Artist Martha Betts grapples with brain cancer and lives to paint about it.

Cathartic Art

Catharsis is defined as a form of emotional release that restores the spirit, especially after an overwhelming experience. The arts have long been employed to trigger this response — Aristotle believed tragic drama was cathartic; Mozart used music; Van Gogh painted. Martha Betts’ current exhibition, “Surviving Impressions,” at Virginia Commonwealth University’s School of the Arts building operates too as a purifying agent for the artist and audience alike.

Betts, a survivor of brain cancer, unpacked the emotional and physical baggage she’d been carrying in the aftermath of surgery and radiation. The result: 13 paintings and one sculpture. Arranged chronologically, the paintings move left to right, retelling the story of Betts’ encounter with the disease, from symptoms of double vision to MRI and angiograms to surgery and recovery.

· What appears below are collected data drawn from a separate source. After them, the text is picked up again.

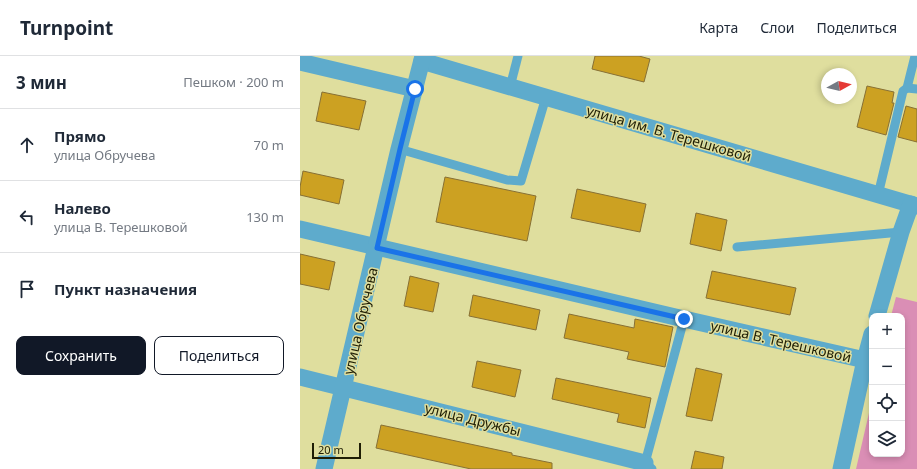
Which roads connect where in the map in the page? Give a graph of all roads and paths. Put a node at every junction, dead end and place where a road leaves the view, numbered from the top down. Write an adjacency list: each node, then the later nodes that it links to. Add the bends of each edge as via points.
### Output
1 (518, 56): 5 (lane)
2 (915, 56): 6 (lane)
3 (422, 58): 5 (street, улица им. В. Терешковой); 7 (street, улица Обручева)
4 (300, 62): 7 (street)
5 (510, 87): 8 (street, улица им. В. Терешковой)
6 (914, 88): 10 (lane, via 903,91)
7 (415, 89): 9 (street, улица Обручева)
8 (546, 97): 9 (lane, via 521,181 507,180); 10 (street, улица им. В. Терешковой)
9 (400, 149): 15 (street, улица Обручева)
10 (878, 195): 11 (street, улица им. В. Терешковой)
11 (914, 205): 13 (street)
12 (300, 229): 15 (street, улица В. Терешковой)
13 (900, 232): 14 (lane); 16 (street)
14 (737, 247)
15 (377, 248): 17 (street, улица В. Терешковой); 21 (street, улица Обручева)
16 (878, 313)
17 (684, 319): 19 (street, улица В. Терешковой); 22 (lane)
18 (869, 345): 19 (street)
19 (865, 360): 24 (street)
20 (300, 377): 21 (street, улица Дружбы)
21 (344, 387): 22 (street, улица Дружбы); 23 (street, улица Обручева)
22 (648, 466)
23 (324, 469)
24 (841, 469)

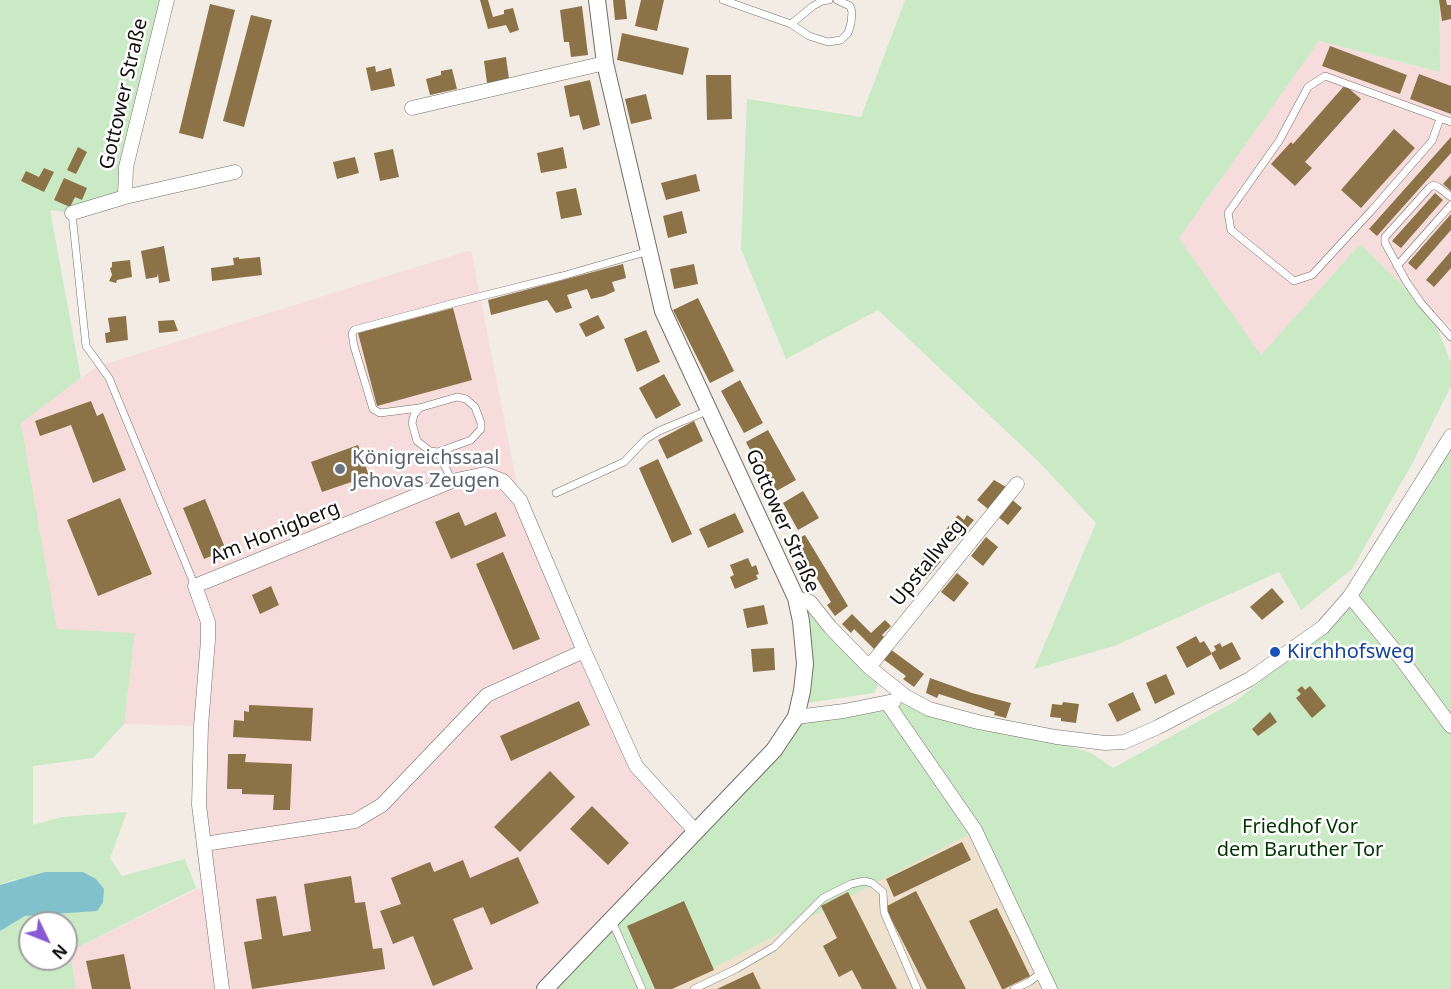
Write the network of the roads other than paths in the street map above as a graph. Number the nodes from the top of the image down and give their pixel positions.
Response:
1 (167, 0) edge
2 (597, 0) edge
3 (723, 0) edge
4 (829, 0) edge
5 (837, 0) edge
6 (791, 24) junction
7 (605, 63) junction
8 (412, 108) dead end
9 (1440, 118) junction
10 (1451, 122) edge
11 (235, 172) dead end
12 (125, 197) junction
13 (1451, 197) edge
14 (1451, 205) edge
15 (72, 213) joint
16 (649, 251) junction
17 (1397, 266) junction
18 (1451, 337) edge
19 (419, 408) junction
20 (709, 410) junction
21 (1451, 436) edge
22 (438, 452) junction
23 (452, 482) junction
24 (1017, 484) dead end
25 (556, 493) dead end
26 (195, 586) junction
27 (1350, 596) junction
28 (796, 598) junction
29 (584, 651) junction
30 (869, 667) junction
31 (905, 696) junction
32 (888, 704) junction
33 (796, 717) junction
34 (1451, 726) edge
35 (696, 832) junction
36 (204, 844) junction
37 (612, 921) junction
38 (1042, 972) junction
39 (222, 989) edge
40 (545, 989) edge
41 (642, 989) edge
42 (694, 989) edge
43 (917, 989) edge
44 (1014, 989) edge
45 (1050, 989) edge

1 - 12 street, Gottower Straße
2 - 7 street, Gottower Straße
3 - 6 lane
4 - 6 lane
5 - 6 lane
7 - 8 street
7 - 16 street, Gottower Straße
9 - 9 lane
9 - 10 lane
11 - 12 street, Gottower Straße
12 - 15 street, Gottower Straße
13 - 17 lane
14 - 17 lane
15 - 26 lane
16 - 19 lane
16 - 20 street, Gottower Straße
17 - 18 lane
19 - 22 lane
19 - 22 lane
20 - 25 lane
20 - 28 street, Gottower Straße
21 - 27 street
22 - 23 lane
23 - 26 street, Am Honigberg
23 - 29 street, Am Honigberg
24 - 30 street, Upstallweg
26 - 36 street, Am Honigberg
27 - 31 street
27 - 34 street
28 - 30 street
28 - 33 street, Gottower Straße
29 - 35 street, Am Honigberg
29 - 36 street
30 - 31 street
31 - 32 street
32 - 33 street
32 - 38 street
33 - 35 street, Gottower Straße
35 - 37 street, Gottower Straße
36 - 39 street, Am Honigberg
37 - 40 street, Gottower Straße
37 - 41 lane
38 - 44 lane
38 - 45 street
42 - 43 lane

In the center of the room, the one sculptural piece, “Taking Aim,” serves as a locus of these intense and dramatic events. The sculpture itself has a malignant quality in its gray-and-white pallor and abrupt truncation of the human torso. Betts uses the actual mask that she wore during radiation treatment — a netted web that stretches across a papier-mché head. It seems to function as a type of relic, potent with real-life experience and memory. The life-size head and torso are placed on a black, Astroturf-covered pedestal. The grisaille palette evokes the cold, sterile character of a hospital and the pernicious process of metastasis. Yet, the artist sees the work as capturing “the indomitable spirit of the human being.” Although most of Betts’ paintings are testaments to hope and new beginnings, the sculpture, despite the artist’s claim, seems to speak to the inevitability of death, reinforced by the cadaverous quality of the body laid out on a table.

Betts varies her angles and perspective points in a curious fashion. In some paintings, the viewer becomes the artist, seeing what she sees. In both the works, “Life Line” and “Bedside Table,” the viewer is placed in the hospital bed, looking up sharply at the Bible and flower arrangement on the table, or at the hospital curtain and I.V. bag swinging from a pole. In other works, the audience is rendered an outsider, voyeuristically peeking over the shoulder of the artist as she and her husband observe an X-ray of her skull.

These shifting viewpoints are slightly disconcerting, further reinforcing the personal nature of the artist’s journey. Paradoxically, Betts often averts the face of her portrait so that the viewer sees only her profile or back of her head. This allows one to place his or her own image there, thus underlining the universality of passing through an intense experience and coming out altered yet whole again. The various angles could also be understood more physically as the “out-of-body” sensation of going under anesthesia.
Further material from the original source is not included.